Whatever you think of the Causeway, you will certainly be impressed when you pass out between the clustered columns of the Giant's Gateway, and start on the walk under the beetling cliffs beyond. The narrow path mounts up and up, under overhanging masses of columnar stone, which all too evidently crashes down from time to time, for there are great piles of debris below, and the path is either swept away in places or recently repaired; so most visitors hurry past with one eye upward, and the other contemplating the beauty of the scene below.
At least we did; and then we came out at Chimney Point, crowned with its chimney-like columns—a mass of basalt on top of a red ochre bed. And here there was a seat where we sat down to contemplate one of the most impressive views in Ireland—a combination of blue sea and white surf and black crag and columned cliff not soon to be forgotten.

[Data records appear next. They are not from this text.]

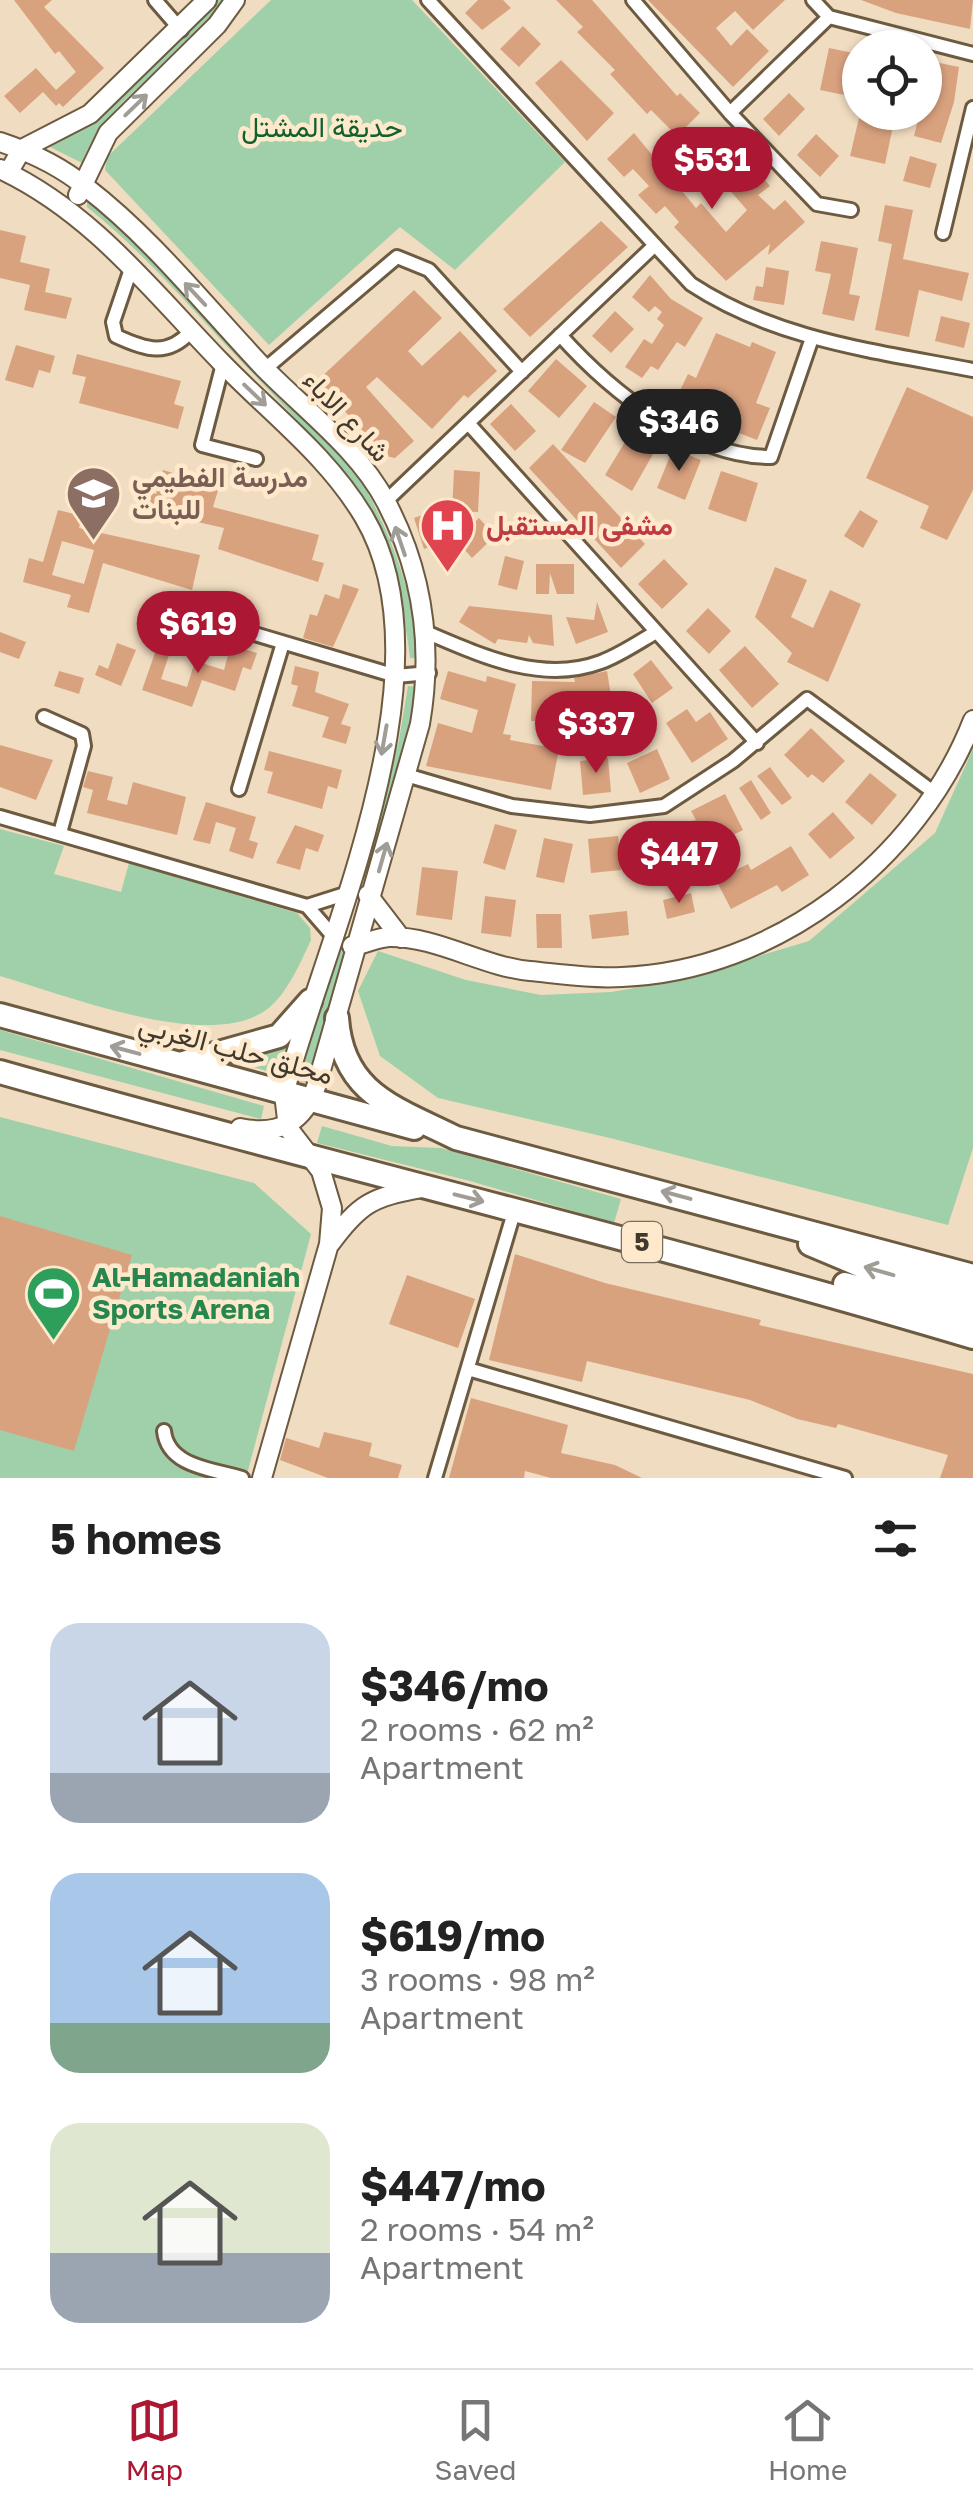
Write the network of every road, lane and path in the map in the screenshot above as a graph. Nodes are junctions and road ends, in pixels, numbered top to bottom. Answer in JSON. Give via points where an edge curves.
{"nodes":[{"id":1,"x":155,"y":0,"type":"edge"},
{"id":2,"x":207,"y":0,"type":"edge"},
{"id":3,"x":245,"y":0,"type":"edge"},
{"id":4,"x":633,"y":0,"type":"edge"},
{"id":5,"x":813,"y":0,"type":"edge"},
{"id":6,"x":434,"y":2,"type":"edge"},
{"id":7,"x":231,"y":8,"type":"edge"},
{"id":8,"x":829,"y":18,"type":"junction"},
{"id":9,"x":180,"y":30,"type":"junction"},
{"id":10,"x":973,"y":54,"type":"edge"},
{"id":11,"x":973,"y":108,"type":"edge"},
{"id":12,"x":730,"y":113,"type":"junction"},
{"id":13,"x":0,"y":142,"type":"edge"},
{"id":14,"x":22,"y":149,"type":"junction"},
{"id":15,"x":4,"y":171,"type":"edge"},
{"id":16,"x":86,"y":186,"type":"junction"},
{"id":17,"x":68,"y":208,"type":"junction"},
{"id":18,"x":851,"y":210,"type":"dead end"},
{"id":19,"x":943,"y":233,"type":"dead end"},
{"id":20,"x":655,"y":246,"type":"junction"},
{"id":21,"x":132,"y":266,"type":"junction"},
{"id":22,"x":192,"y":331,"type":"junction"},
{"id":23,"x":560,"y":335,"type":"junction"},
{"id":24,"x":812,"y":338,"type":"junction"},
{"id":25,"x":223,"y":364,"type":"junction"},
{"id":26,"x":266,"y":369,"type":"junction"},
{"id":27,"x":973,"y":370,"type":"edge"},
{"id":28,"x":522,"y":372,"type":"junction"},
{"id":29,"x":468,"y":424,"type":"junction"},
{"id":30,"x":256,"y":458,"type":"dead end"},
{"id":31,"x":386,"y":501,"type":"junction"},
{"id":32,"x":204,"y":619,"type":"dead end"},
{"id":33,"x":656,"y":632,"type":"junction"},
{"id":34,"x":428,"y":634,"type":"junction"},
{"id":35,"x":283,"y":642,"type":"junction"},
{"id":36,"x":428,"y":672,"type":"junction"},
{"id":37,"x":396,"y":676,"type":"junction"},
{"id":38,"x":44,"y":716,"type":"dead end"},
{"id":39,"x":973,"y":720,"type":"edge"},
{"id":40,"x":756,"y":743,"type":"junction"},
{"id":41,"x":406,"y":775,"type":"junction"},
{"id":42,"x":240,"y":789,"type":"dead end"},
{"id":43,"x":936,"y":794,"type":"junction"},
{"id":44,"x":0,"y":817,"type":"edge"},
{"id":45,"x":60,"y":834,"type":"junction"},
{"id":46,"x":348,"y":892,"type":"junction"},
{"id":47,"x":372,"y":898,"type":"junction"},
{"id":48,"x":307,"y":906,"type":"junction"},
{"id":49,"x":333,"y":936,"type":"junction"},
{"id":50,"x":400,"y":938,"type":"junction"},
{"id":51,"x":357,"y":946,"type":"junction"},
{"id":52,"x":310,"y":1001,"type":"junction"},
{"id":53,"x":0,"y":1016,"type":"edge"},
{"id":54,"x":337,"y":1018,"type":"junction"},
{"id":55,"x":177,"y":1064,"type":"junction"},
{"id":56,"x":0,"y":1072,"type":"edge"},
{"id":57,"x":284,"y":1094,"type":"junction"},
{"id":58,"x":311,"y":1102,"type":"junction"},
{"id":59,"x":288,"y":1128,"type":"junction"},
{"id":60,"x":212,"y":1132,"type":"junction"},
{"id":61,"x":456,"y":1138,"type":"junction"},
{"id":62,"x":307,"y":1157,"type":"junction"},
{"id":63,"x":427,"y":1187,"type":"junction"},
{"id":64,"x":718,"y":1206,"type":"junction"},
{"id":65,"x":516,"y":1209,"type":"junction"},
{"id":66,"x":329,"y":1244,"type":"junction"},
{"id":67,"x":724,"y":1262,"type":"junction"},
{"id":68,"x":973,"y":1276,"type":"edge"},
{"id":69,"x":973,"y":1298,"type":"edge"},
{"id":70,"x":973,"y":1318,"type":"edge"},
{"id":71,"x":973,"y":1338,"type":"edge"},
{"id":72,"x":468,"y":1369,"type":"junction"},
{"id":73,"x":164,"y":1431,"type":"dead end"},
{"id":74,"x":242,"y":1478,"type":"edge"},
{"id":75,"x":262,"y":1478,"type":"edge"},
{"id":76,"x":435,"y":1478,"type":"edge"},
{"id":77,"x":846,"y":1478,"type":"edge"}],
"edges":[{"from":1,"to":9,"type":"street"},
{"from":2,"to":9,"type":"main road"},
{"from":3,"to":7,"type":"street"},
{"from":4,"to":12,"type":"street"},
{"from":5,"to":8,"type":"street"},
{"from":6,"to":20,"type":"street"},
{"from":16,"to":7,"type":"main road","one_way":true,"via":[[108,133]]},
{"from":8,"to":10,"type":"street"},
{"from":8,"to":12,"type":"street"},
{"from":9,"to":14,"type":"main road","via":[[90,114]]},
{"from":11,"to":19,"type":"street"},
{"from":12,"to":18,"type":"street","via":[[817,204]]},
{"from":13,"to":14,"type":"main road","name":"شارع الاباء"},
{"from":14,"to":15,"type":"main road"},
{"from":14,"to":16,"type":"main road","name":"شارع الاباء"},
{"from":15,"to":17,"type":"main road","name":"شارع الاباء"},
{"from":16,"to":17,"type":"main road"},
{"from":26,"to":16,"type":"main road","name":"شارع الاباء","one_way":true},
{"from":17,"to":21,"type":"main road","name":"شارع الاباء"},
{"from":20,"to":23,"type":"street"},
{"from":20,"to":24,"type":"street","via":[[691,284],[732,311]]},
{"from":21,"to":22,"type":"main road","name":"شارع الاباء"},
{"from":21,"to":22,"type":"street","via":[[116,308],[116,336],[162,351]]},
{"from":22,"to":25,"type":"main road","name":"شارع الاباء"},
{"from":23,"to":24,"type":"street","via":[[598,378],[656,419],[743,457],[771,457]]},
{"from":23,"to":28,"type":"street"},
{"from":24,"to":27,"type":"street"},
{"from":25,"to":30,"type":"street","via":[[202,445]]},
{"from":25,"to":37,"type":"main road","name":"شارع الاباء","one_way":true,"via":[[330,466],[364,517],[378,544],[398,633]]},
{"from":26,"to":28,"type":"street","via":[[398,257],[429,270]]},
{"from":26,"to":31,"type":"main road","name":"شارع الاباء","via":[[347,450]]},
{"from":28,"to":29,"type":"street"},
{"from":29,"to":31,"type":"street"},
{"from":29,"to":33,"type":"street"},
{"from":34,"to":31,"type":"main road","name":"شارع الاباء","one_way":true},
{"from":32,"to":35,"type":"street"},
{"from":33,"to":34,"type":"street","via":[[600,663],[544,671],[489,659]]},
{"from":33,"to":40,"type":"street"},
{"from":34,"to":36,"type":"main road","name":"شارع الاباء"},
{"from":35,"to":37,"type":"street"},
{"from":35,"to":42,"type":"street"},
{"from":36,"to":37,"type":"street"},
{"from":36,"to":41,"type":"main road","name":"شارع الاباء"},
{"from":37,"to":46,"type":"main road","name":"شارع الاباء","one_way":true},
{"from":38,"to":45,"type":"street","via":[[72,726],[84,746]]},
{"from":39,"to":43,"type":"main road"},
{"from":40,"to":41,"type":"street","via":[[664,806],[590,815],[512,806]]},
{"from":40,"to":43,"type":"street","via":[[808,699]]},
{"from":47,"to":41,"type":"main road","name":"شارع الاباء","one_way":true},
{"from":43,"to":50,"type":"main road","via":[[849,889],[791,928],[706,962],[622,978],[524,970]]},
{"from":44,"to":45,"type":"street"},
{"from":45,"to":48,"type":"street"},
{"from":46,"to":47,"type":"main road"},
{"from":46,"to":48,"type":"street"},
{"from":46,"to":49,"type":"main road","name":"شارع الاباء"},
{"from":47,"to":50,"type":"main road"},
{"from":47,"to":51,"type":"main road","name":"شارع الاباء"},
{"from":48,"to":49,"type":"street"},
{"from":49,"to":51,"type":"main road"},
{"from":49,"to":52,"type":"main road","name":"شارع الاباء"},
{"from":50,"to":51,"type":"main road"},
{"from":51,"to":54,"type":"main road","name":"شارع الاباء"},
{"from":52,"to":55,"type":"highway","via":[[279,1036]]},
{"from":52,"to":57,"type":"main road","name":"شارع الاباء"},
{"from":55,"to":53,"type":"highway","name":"محلق حلب الغربي","number":"5","one_way":true},
{"from":54,"to":58,"type":"main road","name":"شارع الاباء"},
{"from":54,"to":61,"type":"highway","via":[[339,1047],[355,1078],[379,1100]]},
{"from":55,"to":57,"type":"highway","name":"محلق حلب الغربي","number":"5"},
{"from":56,"to":60,"type":"highway","number":"5"},
{"from":57,"to":58,"type":"highway","name":"محلق حلب الغربي","number":"5"},
{"from":57,"to":59,"type":"main road"},
{"from":58,"to":59,"type":"main road"},
{"from":58,"to":61,"type":"highway","name":"محلق حلب الغربي","number":"5"},
{"from":59,"to":60,"type":"main road","via":[[262,1132],[224,1124]]},
{"from":59,"to":62,"type":"main road"},
{"from":60,"to":62,"type":"highway","number":"5"},
{"from":64,"to":61,"type":"highway","number":"5","one_way":true},
{"from":62,"to":63,"type":"highway","number":"5"},
{"from":62,"to":66,"type":"main road","via":[[321,1172],[332,1208]]},
{"from":63,"to":65,"type":"highway","number":"5","one_way":true},
{"from":63,"to":66,"type":"main road","via":[[382,1195],[356,1208]]},
{"from":64,"to":68,"type":"highway","number":"5"},
{"from":69,"to":64,"type":"highway","number":"5","one_way":true,"via":[[862,1266]]},
{"from":65,"to":67,"type":"highway","number":"5"},
{"from":65,"to":72,"type":"street"},
{"from":66,"to":75,"type":"main road"},
{"from":67,"to":70,"type":"highway","number":"5"},
{"from":67,"to":71,"type":"highway","number":"5"},
{"from":72,"to":76,"type":"street"},
{"from":72,"to":77,"type":"street"},
{"from":73,"to":74,"type":"street","via":[[176,1457]]}]}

We went on, at last, around the point of the cliff, where the path overhangs the depths below and is guarded by an iron railing; on and on, past clusters of columns named looms or organ pipes, or whatever Irish fancy may have suggested; and at last we turned slowly back, and spent another half hour at the Causeway, hunting out the wishing-chair, and the giant's cannon, and Lord Antrim's parlour—all of which may easily be found; and then we took a drink from the giant's well, a spring of pure, cold water, bubbling up from among the rocks; and so back to the hotel and to dinner.
CHAPTER XXVIII
THE GLENS OF ANTRIM
There are some caves at the Causeway which are said to be well worth visiting, but we found, next morning, that a stiff wind during the night had kicked up such a sea that it was impossible to get to them. So we spent the morning walking down to a beautiful beach some distance below the hotel, and building a driftwood fire there, and watching the waves roll in. Then, while Betty went in to read some just-arrived letters from home, I went on along the top of the cliffs above the Causeway.